Recent figures from the non-partisian Tax Foundation prove what Wisconsinites have felt forever: they’re being taxed to the brink. The foundation found that:
Tax Freedom Day, the day when Wisconsinites have earned enough money to pay their total tax bill for the year, is on April 12. This ranks 13th nationally.
Wisconsins state and local tax burden is ranked 9th highest nationally and hasn’t been below the national average between 1977-2008.
Wisconsins individual income tax ranks 11th among states that levy the income tax.
Wisconsin property taxes are the 11th highest in the nation.
Wisconsins business climate ranked 40th according to the Tax Foundationss 2011 State Business Tax Climate Index.

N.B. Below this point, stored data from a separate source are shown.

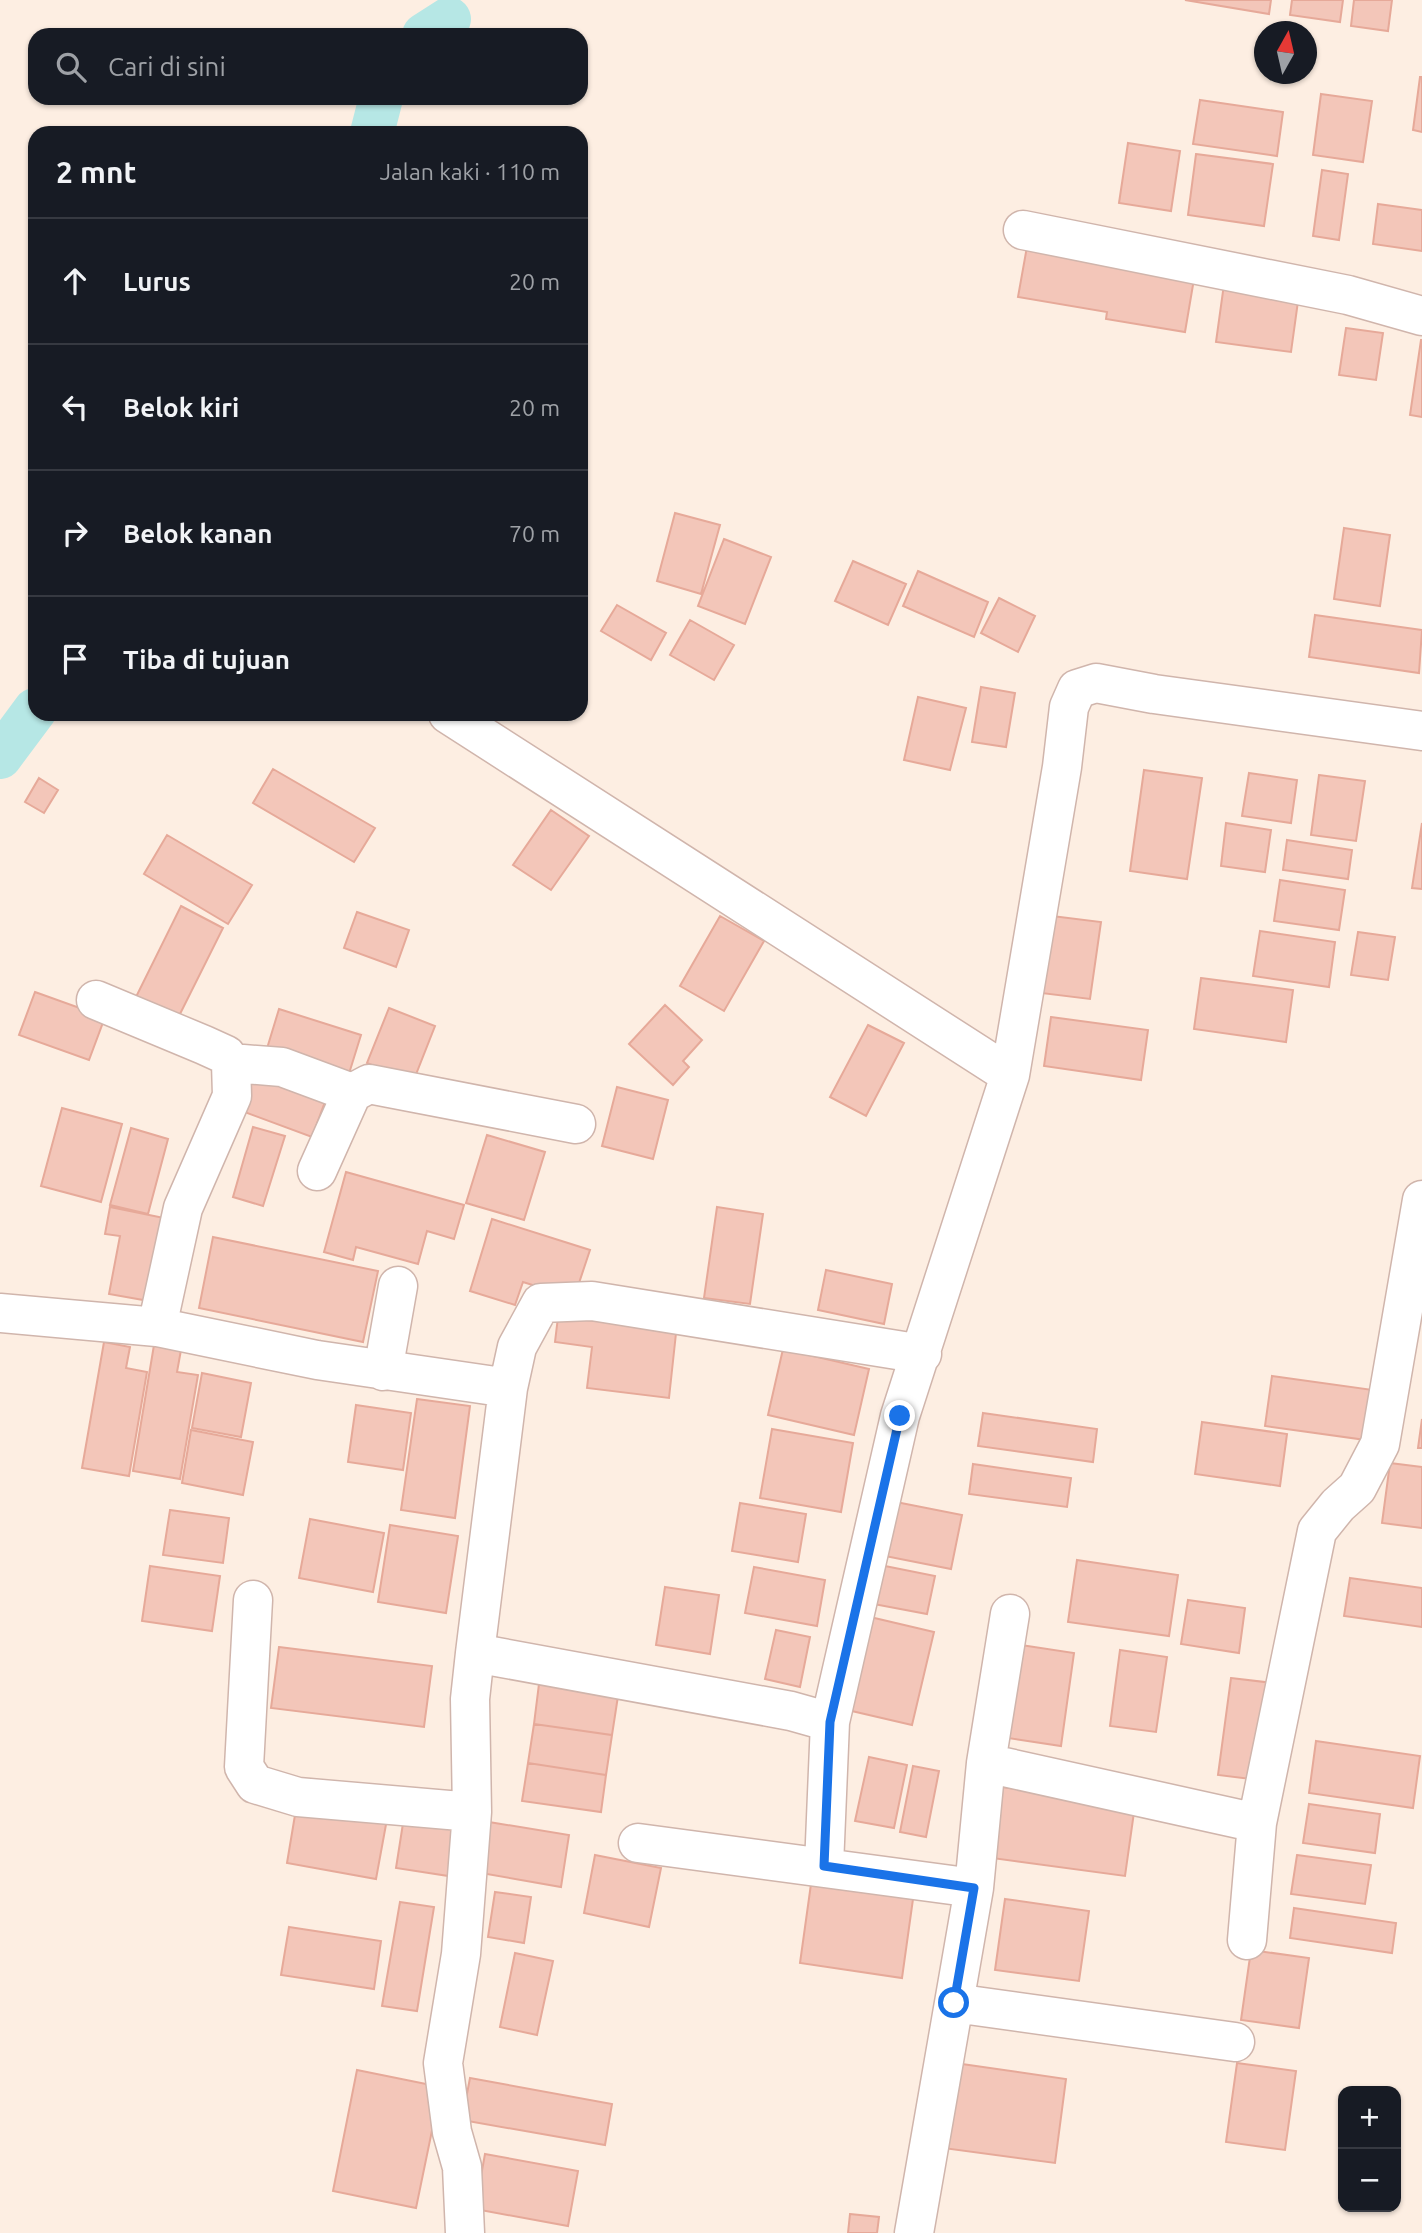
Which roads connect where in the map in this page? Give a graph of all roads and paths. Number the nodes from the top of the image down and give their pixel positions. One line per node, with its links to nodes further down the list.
1 (1023, 230): 2 (street)
2 (1422, 316)
3 (459, 721): 7 (street)
4 (1422, 731): 7 (street)
5 (96, 1000): 6 (street)
6 (231, 1063): 8 (street); 14 (street)
7 (1010, 1075): 15 (street)
8 (352, 1093): 9 (street); 10 (street)
9 (576, 1124)
10 (317, 1171)
11 (1422, 1200): 24 (street)
12 (398, 1286): 16 (street)
13 (0, 1313): 14 (street)
14 (157, 1327): 16 (street)
15 (922, 1354): 17 (street); 21 (street)
16 (383, 1371): 17 (street)
17 (508, 1388): 20 (street)
18 (253, 1600): 23 (street)
19 (1010, 1614): 22 (street)
20 (475, 1653): 21 (street); 23 (street)
21 (830, 1722): 26 (street)
22 (986, 1763): 24 (street); 27 (street)
23 (472, 1812): 31 (street)
24 (1257, 1823): 28 (street)
25 (638, 1843): 26 (street)
26 (824, 1866): 27 (street)
27 (974, 1888): 29 (street)
28 (1247, 1940)
29 (954, 2003): 30 (street); 32 (street)
30 (1235, 2042)
31 (465, 2233)
32 (915, 2233)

These figures are startling and represent the urgency and importance of the proposed tax cuts being debated in special session.

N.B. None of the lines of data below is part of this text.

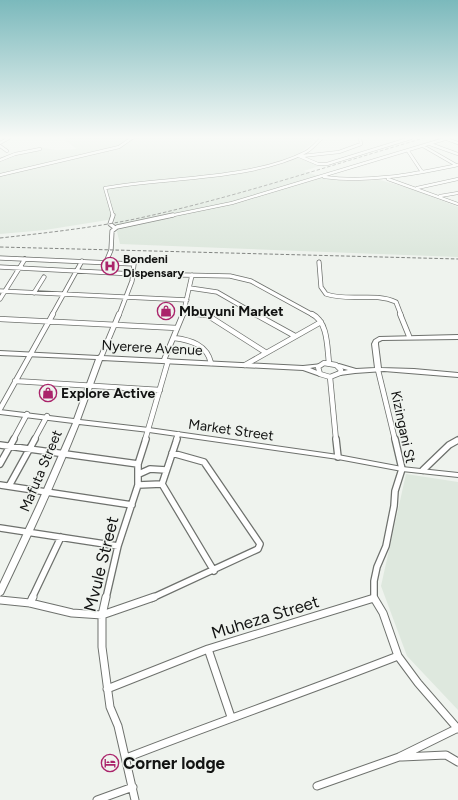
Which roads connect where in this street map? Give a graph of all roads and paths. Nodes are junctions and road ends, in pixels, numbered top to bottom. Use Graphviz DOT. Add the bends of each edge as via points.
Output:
graph roads {
  1 [pos="199,175"];
  2 [pos="401,175"];
  3 [pos="323,176"];
  4 [pos="385,178"];
  5 [pos="458,179"];
  6 [pos="417,188"];
  7 [pos="458,193"];
  8 [pos="440,196"];
  9 [pos="458,204"];
  10 [pos="115,228"];
  11 [pos="0,258"];
  12 [pos="25,259"];
  13 [pos="82,261"];
  14 [pos="106,262"];
  15 [pos="319,262"];
  16 [pos="0,267"];
  17 [pos="20,268"];
  18 [pos="76,271"];
  19 [pos="134,274"];
  20 [pos="192,275"];
  21 [pos="44,277"];
  22 [pos="190,288"];
  23 [pos="0,291"];
  24 [pos="5,292"];
  25 [pos="34,293"];
  26 [pos="64,294"];
  27 [pos="126,298"];
  28 [pos="0,299"];
  29 [pos="187,300"];
  30 [pos="184,312"];
  31 [pos="0,319"];
  32 [pos="47,322"];
  33 [pos="321,322"];
  34 [pos="113,325"];
  35 [pos="177,328"];
  36 [pos="295,336"];
  37 [pos="409,336"];
  38 [pos="458,337"];
  39 [pos="174,338"];
  40 [pos="265,352"];
  41 [pos="0,353"];
  42 [pos="29,354"];
  43 [pos="100,357"];
  44 [pos="166,361"];
  45 [pos="211,363"];
  46 [pos="329,363"];
  47 [pos="245,365"];
  48 [pos="320,365"];
  49 [pos="339,366"];
  50 [pos="302,368"];
  51 [pos="356,370"];
  52 [pos="378,370"];
  53 [pos="340,373"];
  54 [pos="320,374"];
  55 [pos="458,375"];
  56 [pos="330,377"];
  57 [pos="15,380"];
  58 [pos="90,385"];
  59 [pos="160,390"];
  60 [pos="0,410"];
  61 [pos="27,414"];
  62 [pos="47,416"];
  63 [pos="76,422"];
  64 [pos="149,430"];
  65 [pos="178,434"];
  66 [pos="458,439"];
  67 [pos="0,445"];
  68 [pos="10,447"];
  69 [pos="29,450"];
  70 [pos="172,453"];
  71 [pos="61,454"];
  72 [pos="338,457"];
  73 [pos="0,464"];
  74 [pos="138,464"];
  75 [pos="402,469"];
  76 [pos="166,470"];
  77 [pos="423,470"];
  78 [pos="139,474"];
  79 [pos="458,475"];
  80 [pos="162,484"];
  81 [pos="0,485"];
  82 [pos="138,485"];
  83 [pos="9,486"];
  84 [pos="45,493"];
  85 [pos="132,505"];
  86 [pos="0,528"];
  87 [pos="29,532"];
  88 [pos="61,537"];
  89 [pos="118,546"];
  90 [pos="214,571"];
  91 [pos="0,592"];
  92 [pos="374,598"];
  93 [pos="0,600"];
  94 [pos="30,603"];
  95 [pos="102,615"];
  96 [pos="208,649"];
  97 [pos="398,656"];
  98 [pos="107,689"];
  99 [pos="231,716"];
  100 [pos="458,728"];
  101 [pos="399,757"];
  102 [pos="126,758"];
  103 [pos="458,762"];
  104 [pos="317,786"];
  105 [pos="132,787"];
  106 [pos="97,800"];
  107 [pos="135,800"];
  1 -- 10 [label="street" via="105,188 113,216 110,224"];
  2 -- 4 [label="street"];
  3 -- 4 [label="street" via="343,179"];
  3 -- 10 [label="street" via="232,203"];
  4 -- 6 [label="street"];
  5 -- 6 [label="street"];
  6 -- 8 [label="street"];
  7 -- 8 [label="street"];
  8 -- 9 [label="street"];
  10 -- 14 [label="street" via="112,231 111,250"];
  11 -- 12 [label="street"];
  12 -- 13 [label="street"];
  12 -- 17 [label="street"];
  13 -- 14 [label="street"];
  13 -- 18 [label="street"];
  14 -- 19 [label="street" via="134,264"];
  15 -- 37 [label="street" via="322,290 326,295 391,299 396,302"];
  16 -- 17 [label="street"];
  17 -- 18 [label="street"];
  17 -- 24 [label="street"];
  18 -- 19 [label="street"];
  18 -- 26 [label="street"];
  19 -- 20 [label="street"];
  19 -- 27 [label="street"];
  20 -- 22 [label="street, Mvule Street"];
  20 -- 33 [label="street" via="230,276 251,281 313,314"];
  21 -- 25 [label="street"];
  22 -- 29 [label="street, Mvule Street"];
  22 -- 36 [label="street" via="217,292"];
  23 -- 24 [label="street"];
  24 -- 25 [label="street"];
  24 -- 28 [label="street"];
  25 -- 26 [label="street"];
  26 -- 27 [label="street"];
  26 -- 32 [label="street"];
  27 -- 29 [label="street"];
  27 -- 34 [label="street"];
  29 -- 30 [label="street, Mvule Street"];
  30 -- 35 [label="street, Mvule Street"];
  30 -- 40 [label="street" via="207,314"];
  31 -- 32 [label="street"];
  32 -- 34 [label="street"];
  32 -- 42 [label="street"];
  33 -- 36 [label="street"];
  33 -- 46 [label="street"];
  34 -- 35 [label="street"];
  34 -- 43 [label="street"];
  35 -- 39 [label="street, Mvule Street"];
  36 -- 40 [label="street"];
  37 -- 38 [label="street, Kizingani St"];
  37 -- 52 [label="street, Kizingani St" via="385,337 376,341"];
  39 -- 44 [label="street, Mvule Street"];
  39 -- 45 [label="street" via="200,345 210,354"];
  40 -- 47 [label="street"];
  41 -- 42 [label="street, Nyerere Avenue"];
  42 -- 43 [label="street, Nyerere Avenue"];
  42 -- 57 [label="street"];
  43 -- 44 [label="street, Nyerere Avenue"];
  43 -- 58 [label="street, Mafuta Street"];
  44 -- 45 [label="street, Nyerere Avenue"];
  44 -- 59 [label="street, Mvule Street"];
  45 -- 47 [label="street, Nyerere Avenue"];
  46 -- 48 [label="street"];
  46 -- 49 [label="street"];
  47 -- 50 [label="street, Nyerere Avenue"];
  48 -- 50 [label="street"];
  48 -- 54 [label="street"];
  49 -- 51 [label="street"];
  49 -- 53 [label="street"];
  50 -- 54 [label="street"];
  51 -- 52 [label="street"];
  51 -- 53 [label="street"];
  52 -- 55 [label="street"];
  52 -- 75 [label="street, Kizingani St"];
  53 -- 56 [label="street"];
  54 -- 56 [label="street"];
  56 -- 72 [label="street"];
  57 -- 58 [label="street"];
  57 -- 60 [label="street"];
  58 -- 59 [label="street"];
  58 -- 63 [label="street, Mafuta Street"];
  59 -- 64 [label="street, Mvule Street"];
  60 -- 61 [label="street, Market Street"];
  61 -- 62 [label="street, Market Street"];
  61 -- 68 [label="street"];
  62 -- 63 [label="street, Market Street"];
  62 -- 69 [label="street"];
  63 -- 64 [label="street, Market Street"];
  63 -- 71 [label="street, Mafuta Street"];
  64 -- 65 [label="street, Market Street"];
  64 -- 74 [label="street, Mvule Street"];
  65 -- 70 [label="street"];
  65 -- 72 [label="street, Market Street"];
  66 -- 77 [label="street"];
  67 -- 68 [label="street"];
  68 -- 69 [label="street"];
  68 -- 73 [label="street"];
  69 -- 71 [label="street"];
  69 -- 83 [label="street"];
  70 -- 76 [label="street"];
  70 -- 90 [label="street" via="204,462 260,544 253,552"];
  71 -- 74 [label="street"];
  71 -- 84 [label="street, Mafuta Street"];
  72 -- 75 [label="street, Market Street"];
  74 -- 78 [label="street, Mvule Street"];
  75 -- 77 [label="street, Market Street"];
  75 -- 92 [label="street, Kizingani St" via="395,491 386,546 377,566"];
  76 -- 78 [label="street" via="150,469"];
  76 -- 80 [label="street"];
  77 -- 79 [label="street, Market Street"];
  78 -- 82 [label="street, Mvule Street"];
  80 -- 82 [label="street"];
  80 -- 90 [label="street"];
  81 -- 83 [label="street"];
  82 -- 85 [label="street, Mvule Street"];
  83 -- 84 [label="street"];
  84 -- 85 [label="street"];
  84 -- 87 [label="street, Mafuta Street"];
  85 -- 89 [label="street, Mvule Street"];
  86 -- 87 [label="street"];
  87 -- 88 [label="street"];
  87 -- 91 [label="street, Mafuta Street"];
  88 -- 89 [label="street"];
  88 -- 94 [label="street"];
  89 -- 95 [label="street, Mvule Street"];
  90 -- 95 [label="street" via="144,602"];
  92 -- 96 [label="street, Muheza Street"];
  92 -- 97 [label="street" via="383,613"];
  93 -- 94 [label="street"];
  94 -- 95 [label="street" via="72,613"];
  95 -- 98 [label="street, Mvule Street" via="102,647"];
  96 -- 98 [label="street, Muheza Street"];
  96 -- 99 [label="street"];
  97 -- 99 [label="street" via="271,705"];
  97 -- 100 [label="street"];
  98 -- 102 [label="street, Mvule Street"];
  99 -- 102 [label="street"];
  100 -- 101 [label="street"];
  101 -- 103 [label="street" via="446,756"];
  101 -- 104 [label="street"];
  102 -- 105 [label="street, Mvule Street"];
  105 -- 106 [label="street"];
  105 -- 107 [label="street, Mvule Street"];
}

The Left has criticized cutting taxes because of the budget deficit, but it’s a myth that budget deficits are solved by raising taxes. At the federal level, economists have found that from 1945-2009, every dollar of new tax revenue brought $1.17 of new spending.1 The states are no better. Milton Friedman summed up this point by saying politicians will always spend every penny of tax raised and whatever else they can get away with.
Despite what critics continue to say, lower tax rates do spur economic growth. President Kennedy understood this. President Reagan understood this. And even President Obama understands this, evidenced by his extension of the Bush tax rates last December. Economist Richard Vedder studied the economic performance of low tax states vs. high tax states between 1957-1997 and found that low tax states saw a dramatic rise in real personal income as well as greater population growth.2
Given that higher taxes never result in cutting deficits, and that lower taxes spur economic growth, tax cuts represent the best opportunity to improve the abysmal business climate in the state of Wisconsin.